Ma la storia non fa sconti. Da sempre a Taranto si sa che per essere assunti nell’acciaieri bisogna prima iscriversi alla Uil e poi sperare.

E, quando arrivano i momenti di crisi, gli iscritti alla Uil si salvano, oppure pagano un prezzo minore in termini di licenziamenti, cassa integrazione, ecc.

Così pare proprio che sia andata anche per le nuove assunzioni – nel passaggio dai Riva agli indiani di ArcelorMittal – con un pletora di “uillini” ri-assunti in blocco, mentre lavoratori senza tessera o “con la tessera sbagliata” si sono trovati fuori dalla porta.

Tra questi parecch iscritti all’Usb, protagonista del presidio, che non hanno ovviamente mancato di “ricordare” a Palombella di cosa si è reso protagonista….

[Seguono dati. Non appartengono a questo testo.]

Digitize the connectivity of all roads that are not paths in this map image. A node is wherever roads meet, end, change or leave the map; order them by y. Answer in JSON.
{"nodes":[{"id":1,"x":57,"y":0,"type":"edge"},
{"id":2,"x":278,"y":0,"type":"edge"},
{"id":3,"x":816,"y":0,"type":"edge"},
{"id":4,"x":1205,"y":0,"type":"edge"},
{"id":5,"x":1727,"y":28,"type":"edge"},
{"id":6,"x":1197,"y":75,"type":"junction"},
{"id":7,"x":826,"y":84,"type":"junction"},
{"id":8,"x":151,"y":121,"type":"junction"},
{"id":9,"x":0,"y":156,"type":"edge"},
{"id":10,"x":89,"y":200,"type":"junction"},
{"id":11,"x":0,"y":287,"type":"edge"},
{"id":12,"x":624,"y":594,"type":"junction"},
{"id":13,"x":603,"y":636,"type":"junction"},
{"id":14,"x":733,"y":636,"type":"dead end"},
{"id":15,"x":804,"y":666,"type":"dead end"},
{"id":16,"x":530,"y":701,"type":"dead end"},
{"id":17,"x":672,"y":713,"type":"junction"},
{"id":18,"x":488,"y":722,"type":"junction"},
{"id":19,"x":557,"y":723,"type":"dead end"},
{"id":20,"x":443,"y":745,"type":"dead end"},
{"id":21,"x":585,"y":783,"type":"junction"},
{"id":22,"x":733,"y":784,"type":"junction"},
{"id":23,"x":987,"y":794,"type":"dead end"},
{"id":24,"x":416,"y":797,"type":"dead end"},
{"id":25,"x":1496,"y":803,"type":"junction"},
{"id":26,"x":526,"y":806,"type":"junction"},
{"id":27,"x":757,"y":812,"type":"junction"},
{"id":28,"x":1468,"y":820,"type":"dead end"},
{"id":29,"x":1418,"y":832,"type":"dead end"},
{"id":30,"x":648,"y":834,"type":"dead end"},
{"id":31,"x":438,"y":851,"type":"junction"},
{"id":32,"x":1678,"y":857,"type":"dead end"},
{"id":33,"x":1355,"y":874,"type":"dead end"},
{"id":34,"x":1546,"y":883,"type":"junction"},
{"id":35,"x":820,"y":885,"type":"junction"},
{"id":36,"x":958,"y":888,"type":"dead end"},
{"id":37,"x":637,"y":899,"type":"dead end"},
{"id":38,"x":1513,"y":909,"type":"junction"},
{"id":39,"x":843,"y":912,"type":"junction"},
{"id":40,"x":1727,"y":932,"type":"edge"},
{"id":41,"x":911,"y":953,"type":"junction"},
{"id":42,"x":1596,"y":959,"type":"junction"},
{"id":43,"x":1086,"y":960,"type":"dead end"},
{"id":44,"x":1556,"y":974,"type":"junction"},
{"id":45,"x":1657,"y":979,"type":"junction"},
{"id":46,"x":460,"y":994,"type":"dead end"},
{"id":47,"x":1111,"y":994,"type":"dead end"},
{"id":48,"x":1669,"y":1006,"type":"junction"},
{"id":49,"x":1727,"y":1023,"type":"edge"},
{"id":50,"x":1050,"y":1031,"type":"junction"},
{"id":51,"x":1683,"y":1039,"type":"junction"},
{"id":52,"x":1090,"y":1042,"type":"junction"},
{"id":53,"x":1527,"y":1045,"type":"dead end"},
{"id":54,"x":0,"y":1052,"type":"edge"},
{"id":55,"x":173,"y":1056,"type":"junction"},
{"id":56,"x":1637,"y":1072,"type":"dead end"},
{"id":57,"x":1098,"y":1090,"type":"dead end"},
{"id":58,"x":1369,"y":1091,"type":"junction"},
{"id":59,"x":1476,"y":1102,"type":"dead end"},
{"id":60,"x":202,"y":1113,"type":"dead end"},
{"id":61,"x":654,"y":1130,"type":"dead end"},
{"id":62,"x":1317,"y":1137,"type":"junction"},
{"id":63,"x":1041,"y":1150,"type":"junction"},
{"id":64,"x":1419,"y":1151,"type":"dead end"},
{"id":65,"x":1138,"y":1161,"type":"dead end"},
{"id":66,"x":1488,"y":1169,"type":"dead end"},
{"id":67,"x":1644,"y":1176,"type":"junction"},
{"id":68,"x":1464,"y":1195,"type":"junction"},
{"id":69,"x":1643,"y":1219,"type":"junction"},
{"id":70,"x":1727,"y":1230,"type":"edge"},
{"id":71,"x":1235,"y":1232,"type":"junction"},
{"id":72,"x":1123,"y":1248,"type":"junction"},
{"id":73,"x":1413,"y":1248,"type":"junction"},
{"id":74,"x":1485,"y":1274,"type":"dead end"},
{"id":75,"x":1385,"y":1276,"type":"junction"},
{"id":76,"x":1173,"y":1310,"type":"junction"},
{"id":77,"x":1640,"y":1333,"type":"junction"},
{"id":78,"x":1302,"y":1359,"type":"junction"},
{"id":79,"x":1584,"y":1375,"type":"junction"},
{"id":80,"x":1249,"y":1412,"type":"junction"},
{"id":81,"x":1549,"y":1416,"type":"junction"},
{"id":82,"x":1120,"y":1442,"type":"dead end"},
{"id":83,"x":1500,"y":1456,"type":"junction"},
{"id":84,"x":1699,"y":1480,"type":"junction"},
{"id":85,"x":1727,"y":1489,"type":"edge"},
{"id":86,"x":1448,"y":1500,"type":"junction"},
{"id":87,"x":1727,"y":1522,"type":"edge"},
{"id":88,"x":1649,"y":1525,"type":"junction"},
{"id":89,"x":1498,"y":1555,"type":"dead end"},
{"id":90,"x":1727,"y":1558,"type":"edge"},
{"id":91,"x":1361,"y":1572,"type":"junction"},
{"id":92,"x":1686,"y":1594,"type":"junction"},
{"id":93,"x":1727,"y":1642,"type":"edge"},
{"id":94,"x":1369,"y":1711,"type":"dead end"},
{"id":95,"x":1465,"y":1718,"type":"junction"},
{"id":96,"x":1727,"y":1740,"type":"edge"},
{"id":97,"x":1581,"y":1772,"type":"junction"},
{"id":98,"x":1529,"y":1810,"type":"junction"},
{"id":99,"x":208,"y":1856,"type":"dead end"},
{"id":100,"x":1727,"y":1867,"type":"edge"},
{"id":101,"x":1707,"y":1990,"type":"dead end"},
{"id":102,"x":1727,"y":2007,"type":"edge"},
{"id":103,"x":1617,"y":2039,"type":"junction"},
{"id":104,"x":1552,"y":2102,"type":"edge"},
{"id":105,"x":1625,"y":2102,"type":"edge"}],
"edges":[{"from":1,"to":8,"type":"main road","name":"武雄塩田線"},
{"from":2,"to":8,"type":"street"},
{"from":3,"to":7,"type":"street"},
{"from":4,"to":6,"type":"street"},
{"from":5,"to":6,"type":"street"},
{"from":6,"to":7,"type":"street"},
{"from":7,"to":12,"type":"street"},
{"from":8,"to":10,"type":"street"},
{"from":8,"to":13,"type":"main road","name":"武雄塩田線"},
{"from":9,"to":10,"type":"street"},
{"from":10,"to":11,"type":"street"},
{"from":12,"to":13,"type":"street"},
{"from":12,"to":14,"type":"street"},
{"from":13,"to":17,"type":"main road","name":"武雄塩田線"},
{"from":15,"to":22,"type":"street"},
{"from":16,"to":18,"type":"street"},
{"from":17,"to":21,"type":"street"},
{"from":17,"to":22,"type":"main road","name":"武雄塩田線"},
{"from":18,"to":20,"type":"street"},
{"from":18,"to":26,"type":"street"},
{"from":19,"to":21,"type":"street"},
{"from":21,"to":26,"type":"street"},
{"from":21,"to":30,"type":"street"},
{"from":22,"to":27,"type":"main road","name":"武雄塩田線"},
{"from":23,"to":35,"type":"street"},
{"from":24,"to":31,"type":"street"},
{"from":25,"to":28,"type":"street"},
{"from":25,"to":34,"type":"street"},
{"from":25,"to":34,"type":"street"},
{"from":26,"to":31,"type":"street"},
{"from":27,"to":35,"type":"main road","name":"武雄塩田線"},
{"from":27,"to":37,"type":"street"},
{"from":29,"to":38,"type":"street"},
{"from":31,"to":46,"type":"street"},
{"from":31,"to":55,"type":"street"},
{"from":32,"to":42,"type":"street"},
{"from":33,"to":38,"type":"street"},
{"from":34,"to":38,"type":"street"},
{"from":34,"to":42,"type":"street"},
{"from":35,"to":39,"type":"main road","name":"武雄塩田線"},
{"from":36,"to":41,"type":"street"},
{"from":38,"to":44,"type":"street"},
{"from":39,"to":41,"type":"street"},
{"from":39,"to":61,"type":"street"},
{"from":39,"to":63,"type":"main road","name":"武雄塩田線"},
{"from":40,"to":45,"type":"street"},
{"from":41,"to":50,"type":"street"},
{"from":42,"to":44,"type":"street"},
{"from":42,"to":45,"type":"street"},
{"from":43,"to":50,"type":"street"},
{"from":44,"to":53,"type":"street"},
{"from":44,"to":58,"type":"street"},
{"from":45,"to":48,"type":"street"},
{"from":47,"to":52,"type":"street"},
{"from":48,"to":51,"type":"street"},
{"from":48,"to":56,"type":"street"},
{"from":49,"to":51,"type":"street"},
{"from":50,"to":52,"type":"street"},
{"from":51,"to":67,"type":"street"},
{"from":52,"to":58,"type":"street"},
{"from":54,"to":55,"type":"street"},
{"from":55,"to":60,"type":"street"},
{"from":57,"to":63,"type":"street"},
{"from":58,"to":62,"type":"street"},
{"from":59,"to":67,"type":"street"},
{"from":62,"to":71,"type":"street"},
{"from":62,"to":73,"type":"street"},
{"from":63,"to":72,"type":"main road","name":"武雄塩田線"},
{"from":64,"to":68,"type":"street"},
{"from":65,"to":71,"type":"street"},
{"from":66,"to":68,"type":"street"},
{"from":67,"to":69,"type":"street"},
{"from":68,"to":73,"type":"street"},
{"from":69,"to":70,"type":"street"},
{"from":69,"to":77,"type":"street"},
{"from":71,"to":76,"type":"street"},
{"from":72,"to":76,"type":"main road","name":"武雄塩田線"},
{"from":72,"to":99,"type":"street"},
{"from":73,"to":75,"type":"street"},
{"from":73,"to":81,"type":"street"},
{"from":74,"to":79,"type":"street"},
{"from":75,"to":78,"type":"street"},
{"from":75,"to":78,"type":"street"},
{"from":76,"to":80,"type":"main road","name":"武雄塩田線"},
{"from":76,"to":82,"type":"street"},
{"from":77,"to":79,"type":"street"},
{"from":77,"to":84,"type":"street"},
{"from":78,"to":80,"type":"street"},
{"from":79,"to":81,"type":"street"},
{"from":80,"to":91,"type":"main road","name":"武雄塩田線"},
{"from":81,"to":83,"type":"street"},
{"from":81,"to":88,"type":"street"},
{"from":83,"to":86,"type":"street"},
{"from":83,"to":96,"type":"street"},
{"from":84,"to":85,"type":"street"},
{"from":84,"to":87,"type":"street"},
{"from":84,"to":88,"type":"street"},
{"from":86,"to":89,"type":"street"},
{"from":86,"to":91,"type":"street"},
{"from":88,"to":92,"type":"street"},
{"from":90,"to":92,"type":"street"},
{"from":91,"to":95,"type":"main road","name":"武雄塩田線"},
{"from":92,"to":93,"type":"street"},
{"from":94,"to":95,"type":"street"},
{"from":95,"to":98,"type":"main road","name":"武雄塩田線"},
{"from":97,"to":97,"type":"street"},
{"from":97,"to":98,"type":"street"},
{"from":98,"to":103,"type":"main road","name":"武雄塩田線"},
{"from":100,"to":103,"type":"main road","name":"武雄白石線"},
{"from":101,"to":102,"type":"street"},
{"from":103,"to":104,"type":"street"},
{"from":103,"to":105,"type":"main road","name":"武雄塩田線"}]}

Nel frattempo intorno alla fabbrica di Taranto si moltiplicano i problemi. La procura locale ha ordinato ieri lo spegnimento dell’Altoforno numero 2, ossia la più importante parte produttiva del siderurgico. Tutto nasce dalla morte sul lavoro, nel giugno del 2015, di un operaio, Alessandro Morricella. Nonostante quella morte, l’azienda non ha fatto granché per migliorare la sicurezza sul lavoro, come da accordi presi e che avevano giustificato il dissequestro dell’impianto.

Sulla questione dell’”immunità penale” – per le conseguenze dell’inquinamento su lavoratori e cittadini – pretesa dall’azienda, il vicepremier Di Maio ha teoricamente chiusi la porta: “Voglio essere ben chiaro. Non esiste alcuna possibilità che torni” l’immunità penale per gli amministratori dello stabilimento pugliese.
Ma il condizionale è d’obbligo. Secondo le stesse fonti del Mise, Di Maio avrebbe ricordato anche che “In questi mesi di interlocuzione ho sempre detto ad ArcelorMittal che la dirigenza dell’azienda non ha nulla da temere dal punto di vista legale se dimostra buona fede continuando nell’attuazione del piano ambientale”. Se l’azienda “chiede di precisare questo concetto attraverso interpretazioni autentiche anche per norma, siamo assolutamente disponibili. Ma nessuna persona in questo paese potrà mai godere di una immunità per responsabilità di morti sul lavoro o disastri ambientali”.